=== Task to complete ===
Word for word and without images, reproduce the listing that follows.

☆ ☆ ☆ ☆

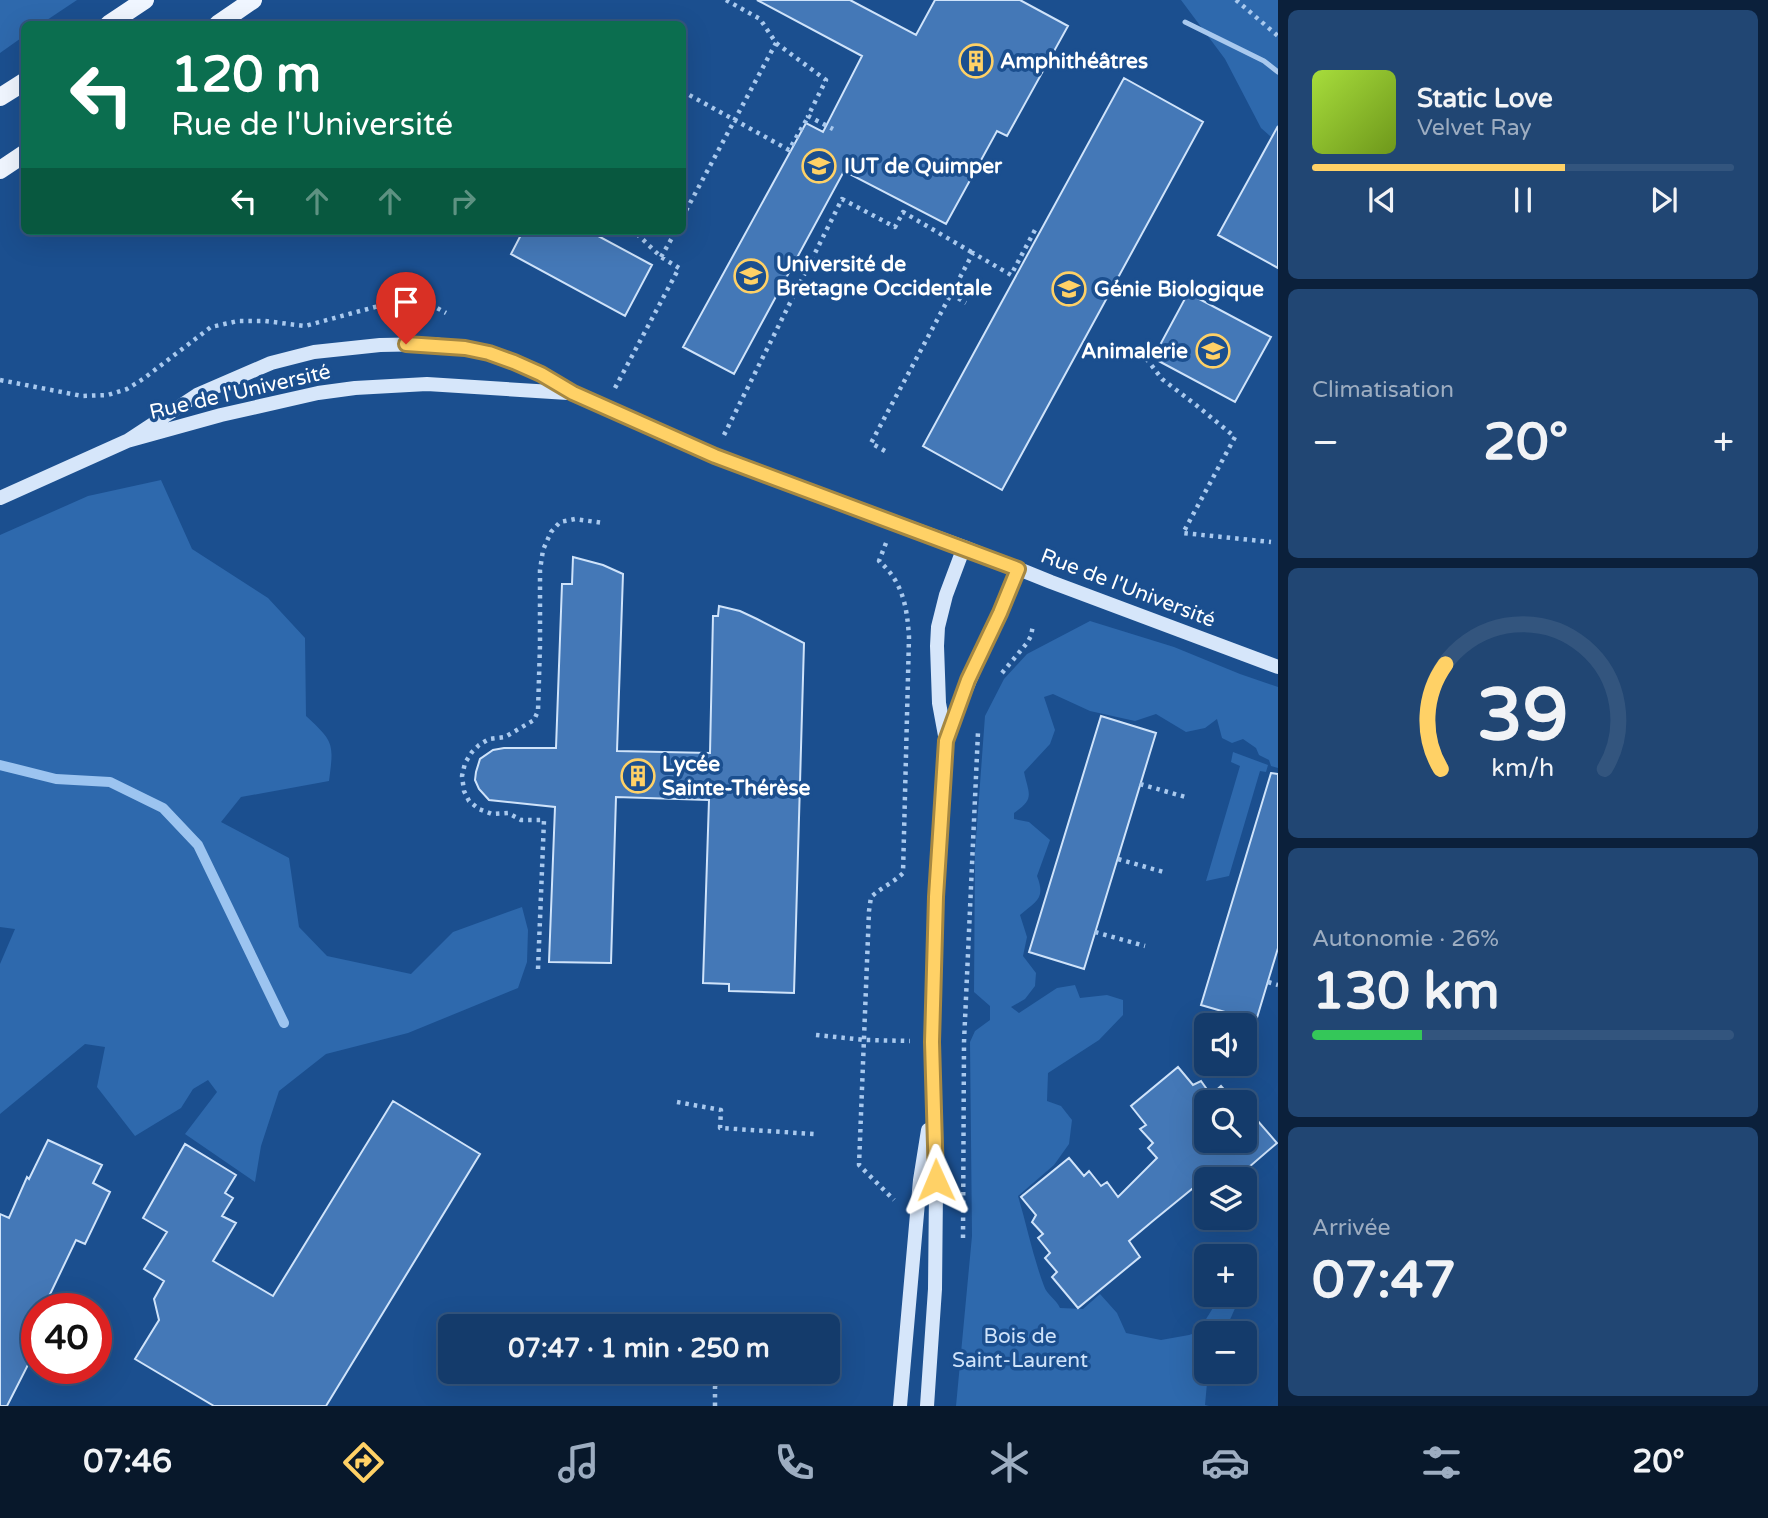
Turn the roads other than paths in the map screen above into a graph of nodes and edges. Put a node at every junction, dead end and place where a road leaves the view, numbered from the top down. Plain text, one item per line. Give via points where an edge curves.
1 (145, 0) edge
2 (253, 0) edge
3 (114, 21) edge
4 (222, 21) edge
5 (1185, 22) dead end
6 (1278, 72) edge
7 (21, 84) edge
8 (0, 97) edge
9 (21, 156) edge
10 (0, 170) edge
11 (573, 393) junction
12 (127, 442) junction
13 (0, 498) edge
14 (964, 547) junction
15 (1018, 569) junction
16 (1278, 667) edge
17 (946, 741) junction
18 (934, 1094) junction
19 (900, 1406) edge
20 (927, 1406) edge

1 - 3 main road
2 - 4 main road
5 - 6 lane
7 - 8 main road
9 - 10 main road
11 - 12 street, Rue de l'Université via 428,384 355,388 244,409
11 - 12 street, Rue de l'Université via 514,362 465,348 406,344 340,348 271,363 218,385
11 - 14 street, Rue de l'Université via 715,456
12 - 13 street, Rue de l'Université
14 - 15 street, Rue de l'Université
14 - 17 street via 938,626 939,703
15 - 16 street, Rue de l'Université
15 - 17 street
17 - 18 street via 936,897
18 - 19 street via 920,1180
18 - 20 street via 935,1289

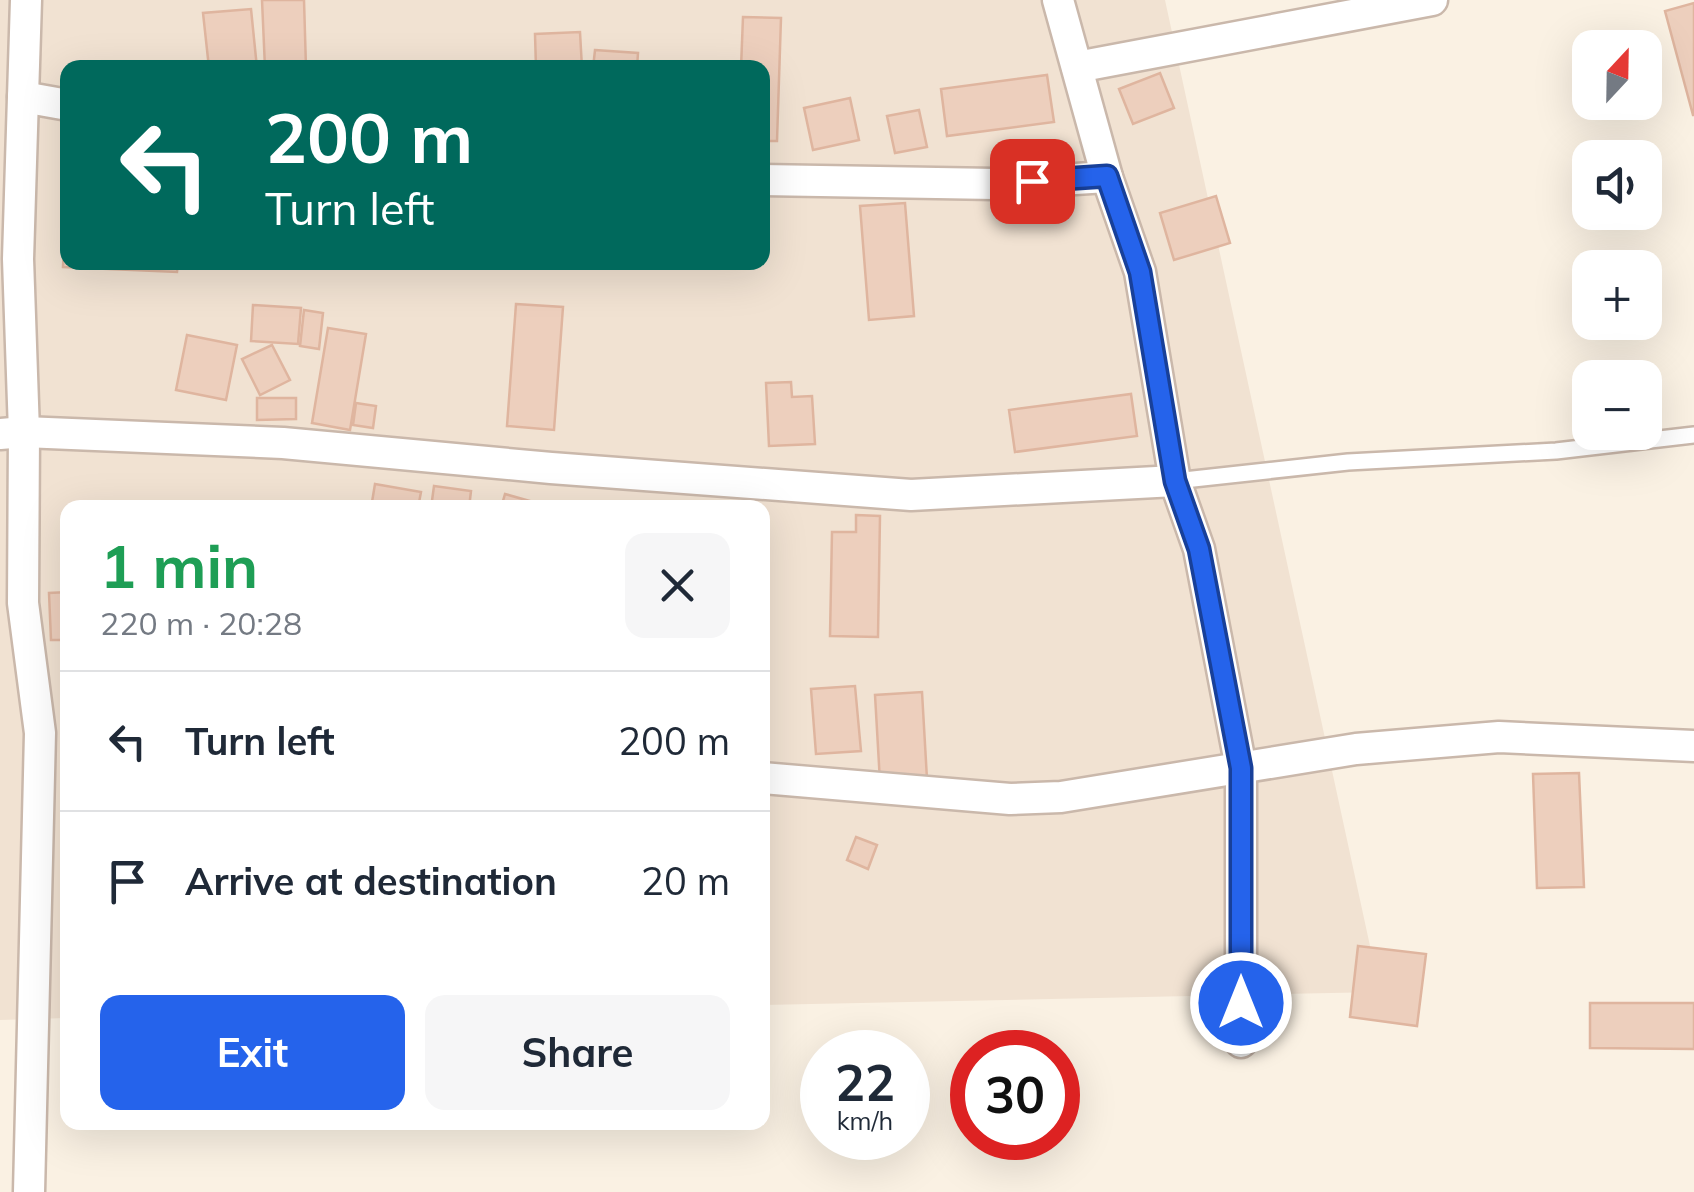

☆ ☆ ☆ ☆

=== Written solution ===
Turn the roads other than paths in the map screen above into a graph of nodes and edges. Put a node at every junction, dead end and place where a road leaves the view, numbered from the top down. Plain text, one item per line. Give via points where an edge curves.
1 (145, 0) edge
2 (253, 0) edge
3 (114, 21) edge
4 (222, 21) edge
5 (1185, 22) dead end
6 (1278, 72) edge
7 (21, 84) edge
8 (0, 97) edge
9 (21, 156) edge
10 (0, 170) edge
11 (573, 393) junction
12 (127, 442) junction
13 (0, 498) edge
14 (964, 547) junction
15 (1018, 569) junction
16 (1278, 667) edge
17 (946, 741) junction
18 (934, 1094) junction
19 (900, 1406) edge
20 (927, 1406) edge

1 - 3 main road
2 - 4 main road
5 - 6 lane
7 - 8 main road
9 - 10 main road
11 - 12 street, Rue de l'Université via 428,384 355,388 244,409
11 - 12 street, Rue de l'Université via 514,362 465,348 406,344 340,348 271,363 218,385
11 - 14 street, Rue de l'Université via 715,456
12 - 13 street, Rue de l'Université
14 - 15 street, Rue de l'Université
14 - 17 street via 938,626 939,703
15 - 16 street, Rue de l'Université
15 - 17 street
17 - 18 street via 936,897
18 - 19 street via 920,1180
18 - 20 street via 935,1289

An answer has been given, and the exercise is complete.